- _What you will do_
Only the lines below, from the one with "cairo_surface_destroy(image);" through the one with "cairo_set_miter_limit(ctx, 4);", are to be written out, exactly.

┌─ Data provided

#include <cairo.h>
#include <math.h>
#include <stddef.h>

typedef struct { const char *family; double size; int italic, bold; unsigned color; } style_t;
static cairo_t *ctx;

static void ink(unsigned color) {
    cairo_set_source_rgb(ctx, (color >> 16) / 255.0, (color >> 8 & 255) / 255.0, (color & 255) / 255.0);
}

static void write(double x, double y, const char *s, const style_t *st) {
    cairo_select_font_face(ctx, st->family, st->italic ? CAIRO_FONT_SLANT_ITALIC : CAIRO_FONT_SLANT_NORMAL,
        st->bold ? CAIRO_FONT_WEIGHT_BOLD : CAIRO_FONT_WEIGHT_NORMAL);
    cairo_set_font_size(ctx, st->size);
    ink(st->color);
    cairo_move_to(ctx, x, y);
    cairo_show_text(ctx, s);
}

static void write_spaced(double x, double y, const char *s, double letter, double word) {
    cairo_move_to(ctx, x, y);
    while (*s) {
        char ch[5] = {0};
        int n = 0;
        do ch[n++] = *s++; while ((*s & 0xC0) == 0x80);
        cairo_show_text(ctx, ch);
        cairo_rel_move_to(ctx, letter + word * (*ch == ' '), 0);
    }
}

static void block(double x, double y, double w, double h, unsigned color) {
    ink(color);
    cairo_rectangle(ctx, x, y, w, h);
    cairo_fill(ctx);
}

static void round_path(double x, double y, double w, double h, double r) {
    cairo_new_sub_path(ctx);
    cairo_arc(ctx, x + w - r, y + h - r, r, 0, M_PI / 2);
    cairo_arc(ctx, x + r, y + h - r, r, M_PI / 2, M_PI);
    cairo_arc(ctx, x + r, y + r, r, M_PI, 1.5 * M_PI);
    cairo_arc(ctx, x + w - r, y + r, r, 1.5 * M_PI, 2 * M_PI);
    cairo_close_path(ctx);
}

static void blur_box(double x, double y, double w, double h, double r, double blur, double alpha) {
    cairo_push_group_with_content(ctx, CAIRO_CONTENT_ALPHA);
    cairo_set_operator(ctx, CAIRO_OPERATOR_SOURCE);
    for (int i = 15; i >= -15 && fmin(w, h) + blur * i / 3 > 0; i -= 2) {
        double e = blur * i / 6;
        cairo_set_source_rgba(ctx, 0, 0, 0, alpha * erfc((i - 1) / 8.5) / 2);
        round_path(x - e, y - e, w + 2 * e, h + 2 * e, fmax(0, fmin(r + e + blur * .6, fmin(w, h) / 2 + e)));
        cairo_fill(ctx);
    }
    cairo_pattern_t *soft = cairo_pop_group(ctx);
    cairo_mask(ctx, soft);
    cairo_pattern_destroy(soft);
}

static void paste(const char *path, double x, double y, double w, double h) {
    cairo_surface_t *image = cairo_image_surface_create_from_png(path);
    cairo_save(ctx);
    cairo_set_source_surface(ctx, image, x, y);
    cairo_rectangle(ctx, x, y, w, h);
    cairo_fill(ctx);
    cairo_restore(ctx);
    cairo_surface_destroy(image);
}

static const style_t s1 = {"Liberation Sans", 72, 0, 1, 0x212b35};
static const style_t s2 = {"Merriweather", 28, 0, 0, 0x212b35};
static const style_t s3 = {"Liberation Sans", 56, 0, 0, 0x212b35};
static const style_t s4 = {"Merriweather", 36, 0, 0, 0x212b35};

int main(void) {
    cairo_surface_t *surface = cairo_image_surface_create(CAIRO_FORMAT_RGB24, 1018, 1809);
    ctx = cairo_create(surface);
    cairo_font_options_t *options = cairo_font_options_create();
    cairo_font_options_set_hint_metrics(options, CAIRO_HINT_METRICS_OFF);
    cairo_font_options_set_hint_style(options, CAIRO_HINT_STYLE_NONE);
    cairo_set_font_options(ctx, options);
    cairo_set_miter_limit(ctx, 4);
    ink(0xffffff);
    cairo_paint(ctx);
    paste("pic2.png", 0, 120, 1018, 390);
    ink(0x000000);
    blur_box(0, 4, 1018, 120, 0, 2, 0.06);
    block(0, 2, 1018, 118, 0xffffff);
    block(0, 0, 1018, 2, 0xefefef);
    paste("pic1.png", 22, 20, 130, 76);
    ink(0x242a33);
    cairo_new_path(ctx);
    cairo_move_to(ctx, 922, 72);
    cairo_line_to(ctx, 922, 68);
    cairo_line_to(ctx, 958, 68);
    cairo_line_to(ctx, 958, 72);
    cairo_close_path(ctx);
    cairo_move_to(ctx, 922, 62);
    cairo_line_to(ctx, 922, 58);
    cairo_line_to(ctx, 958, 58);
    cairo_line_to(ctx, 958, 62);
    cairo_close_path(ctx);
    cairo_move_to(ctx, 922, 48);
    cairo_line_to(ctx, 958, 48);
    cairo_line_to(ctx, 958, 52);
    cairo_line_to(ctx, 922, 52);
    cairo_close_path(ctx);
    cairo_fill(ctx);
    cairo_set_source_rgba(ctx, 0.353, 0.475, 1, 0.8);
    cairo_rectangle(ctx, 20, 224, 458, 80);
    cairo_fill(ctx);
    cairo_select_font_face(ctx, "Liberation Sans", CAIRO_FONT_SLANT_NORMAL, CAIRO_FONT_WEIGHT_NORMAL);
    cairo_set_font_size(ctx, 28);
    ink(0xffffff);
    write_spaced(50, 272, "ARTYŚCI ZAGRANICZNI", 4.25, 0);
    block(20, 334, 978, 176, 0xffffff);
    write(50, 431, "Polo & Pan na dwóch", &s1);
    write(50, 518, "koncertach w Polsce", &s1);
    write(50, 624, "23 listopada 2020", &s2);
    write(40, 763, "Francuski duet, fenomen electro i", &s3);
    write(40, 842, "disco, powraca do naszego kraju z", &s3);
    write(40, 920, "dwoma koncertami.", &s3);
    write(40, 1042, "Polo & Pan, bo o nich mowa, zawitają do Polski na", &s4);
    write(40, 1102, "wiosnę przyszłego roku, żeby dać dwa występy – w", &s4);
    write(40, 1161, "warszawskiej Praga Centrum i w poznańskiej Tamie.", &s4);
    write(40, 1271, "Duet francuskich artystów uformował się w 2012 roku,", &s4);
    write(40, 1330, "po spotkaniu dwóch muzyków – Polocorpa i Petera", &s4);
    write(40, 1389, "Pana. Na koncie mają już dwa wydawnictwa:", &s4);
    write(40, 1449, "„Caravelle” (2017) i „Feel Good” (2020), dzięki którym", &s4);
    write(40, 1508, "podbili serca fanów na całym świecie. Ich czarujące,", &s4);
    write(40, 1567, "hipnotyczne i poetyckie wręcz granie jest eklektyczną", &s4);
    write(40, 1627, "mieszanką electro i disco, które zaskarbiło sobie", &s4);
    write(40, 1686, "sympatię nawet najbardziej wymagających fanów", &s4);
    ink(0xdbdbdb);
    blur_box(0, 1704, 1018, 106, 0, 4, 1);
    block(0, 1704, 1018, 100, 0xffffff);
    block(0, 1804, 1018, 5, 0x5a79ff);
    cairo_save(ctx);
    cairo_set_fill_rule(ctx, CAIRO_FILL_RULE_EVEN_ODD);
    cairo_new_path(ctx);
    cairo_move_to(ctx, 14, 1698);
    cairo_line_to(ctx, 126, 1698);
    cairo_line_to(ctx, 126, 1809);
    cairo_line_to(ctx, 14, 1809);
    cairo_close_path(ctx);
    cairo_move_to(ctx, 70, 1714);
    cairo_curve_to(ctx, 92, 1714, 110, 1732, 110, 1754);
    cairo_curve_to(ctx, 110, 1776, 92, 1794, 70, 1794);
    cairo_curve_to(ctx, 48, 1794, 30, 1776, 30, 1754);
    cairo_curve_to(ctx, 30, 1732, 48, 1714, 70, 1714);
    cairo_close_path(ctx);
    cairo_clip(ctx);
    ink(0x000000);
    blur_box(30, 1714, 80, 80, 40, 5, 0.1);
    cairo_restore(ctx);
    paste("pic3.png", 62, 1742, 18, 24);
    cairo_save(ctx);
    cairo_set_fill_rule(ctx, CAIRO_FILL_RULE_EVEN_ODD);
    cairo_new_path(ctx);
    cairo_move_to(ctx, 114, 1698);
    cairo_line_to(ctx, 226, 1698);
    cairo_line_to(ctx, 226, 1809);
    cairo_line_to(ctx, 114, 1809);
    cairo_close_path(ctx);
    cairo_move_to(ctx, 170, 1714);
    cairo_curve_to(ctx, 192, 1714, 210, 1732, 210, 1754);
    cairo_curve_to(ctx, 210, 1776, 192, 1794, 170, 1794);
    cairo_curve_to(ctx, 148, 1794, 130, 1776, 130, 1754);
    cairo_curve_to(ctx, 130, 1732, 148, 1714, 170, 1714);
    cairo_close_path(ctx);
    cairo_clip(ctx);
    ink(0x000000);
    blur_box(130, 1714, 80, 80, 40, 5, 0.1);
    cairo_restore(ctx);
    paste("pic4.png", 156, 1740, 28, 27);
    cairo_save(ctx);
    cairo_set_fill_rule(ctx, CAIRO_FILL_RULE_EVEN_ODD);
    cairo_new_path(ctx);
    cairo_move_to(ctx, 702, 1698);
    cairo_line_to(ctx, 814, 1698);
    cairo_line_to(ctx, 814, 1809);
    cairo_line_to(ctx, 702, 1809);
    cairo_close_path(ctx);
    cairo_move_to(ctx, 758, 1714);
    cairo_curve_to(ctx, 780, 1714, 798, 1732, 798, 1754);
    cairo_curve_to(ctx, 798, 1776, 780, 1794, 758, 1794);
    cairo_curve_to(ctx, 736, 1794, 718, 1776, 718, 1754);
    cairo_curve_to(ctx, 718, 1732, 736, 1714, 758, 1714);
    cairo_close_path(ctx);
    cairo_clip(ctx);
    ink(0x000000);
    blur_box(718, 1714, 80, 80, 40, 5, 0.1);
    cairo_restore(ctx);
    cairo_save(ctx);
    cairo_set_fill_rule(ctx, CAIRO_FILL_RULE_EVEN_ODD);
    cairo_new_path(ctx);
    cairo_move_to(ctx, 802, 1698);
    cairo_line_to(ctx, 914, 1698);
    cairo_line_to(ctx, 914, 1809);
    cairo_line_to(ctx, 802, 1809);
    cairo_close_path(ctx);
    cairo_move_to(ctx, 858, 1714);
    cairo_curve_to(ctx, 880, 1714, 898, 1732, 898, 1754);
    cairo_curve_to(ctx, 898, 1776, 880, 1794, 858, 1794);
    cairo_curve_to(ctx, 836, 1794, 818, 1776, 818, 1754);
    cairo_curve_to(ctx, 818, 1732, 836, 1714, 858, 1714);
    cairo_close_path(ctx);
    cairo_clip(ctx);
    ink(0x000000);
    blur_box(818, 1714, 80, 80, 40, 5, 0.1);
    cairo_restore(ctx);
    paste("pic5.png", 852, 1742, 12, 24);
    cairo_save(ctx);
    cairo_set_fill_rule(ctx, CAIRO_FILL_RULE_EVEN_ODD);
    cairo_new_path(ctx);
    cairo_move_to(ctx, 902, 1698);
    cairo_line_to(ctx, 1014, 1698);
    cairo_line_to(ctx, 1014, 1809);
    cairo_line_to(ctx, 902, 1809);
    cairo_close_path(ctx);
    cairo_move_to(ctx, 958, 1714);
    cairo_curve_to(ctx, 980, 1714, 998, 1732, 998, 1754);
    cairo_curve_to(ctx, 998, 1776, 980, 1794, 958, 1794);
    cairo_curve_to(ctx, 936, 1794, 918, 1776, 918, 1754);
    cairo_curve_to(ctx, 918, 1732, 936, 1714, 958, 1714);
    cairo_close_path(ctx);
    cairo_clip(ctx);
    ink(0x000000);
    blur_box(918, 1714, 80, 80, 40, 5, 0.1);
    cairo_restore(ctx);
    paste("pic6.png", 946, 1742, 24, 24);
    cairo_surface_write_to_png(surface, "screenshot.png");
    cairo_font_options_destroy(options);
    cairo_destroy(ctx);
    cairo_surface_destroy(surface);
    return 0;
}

└─

- _Worked solution_
    cairo_surface_destroy(image);
}

static const style_t s1 = {"Liberation Sans", 72, 0, 1, 0x212b35};
static const style_t s2 = {"Merriweather", 28, 0, 0, 0x212b35};
static const style_t s3 = {"Liberation Sans", 56, 0, 0, 0x212b35};
static const style_t s4 = {"Merriweather", 36, 0, 0, 0x212b35};

int main(void) {
    cairo_surface_t *surface = cairo_image_surface_create(CAIRO_FORMAT_RGB24, 1018, 1809);
    ctx = cairo_create(surface);
    cairo_font_options_t *options = cairo_font_options_create();
    cairo_font_options_set_hint_metrics(options, CAIRO_HINT_METRICS_OFF);
    cairo_font_options_set_hint_style(options, CAIRO_HINT_STYLE_NONE);
    cairo_set_font_options(ctx, options);
    cairo_set_miter_limit(ctx, 4);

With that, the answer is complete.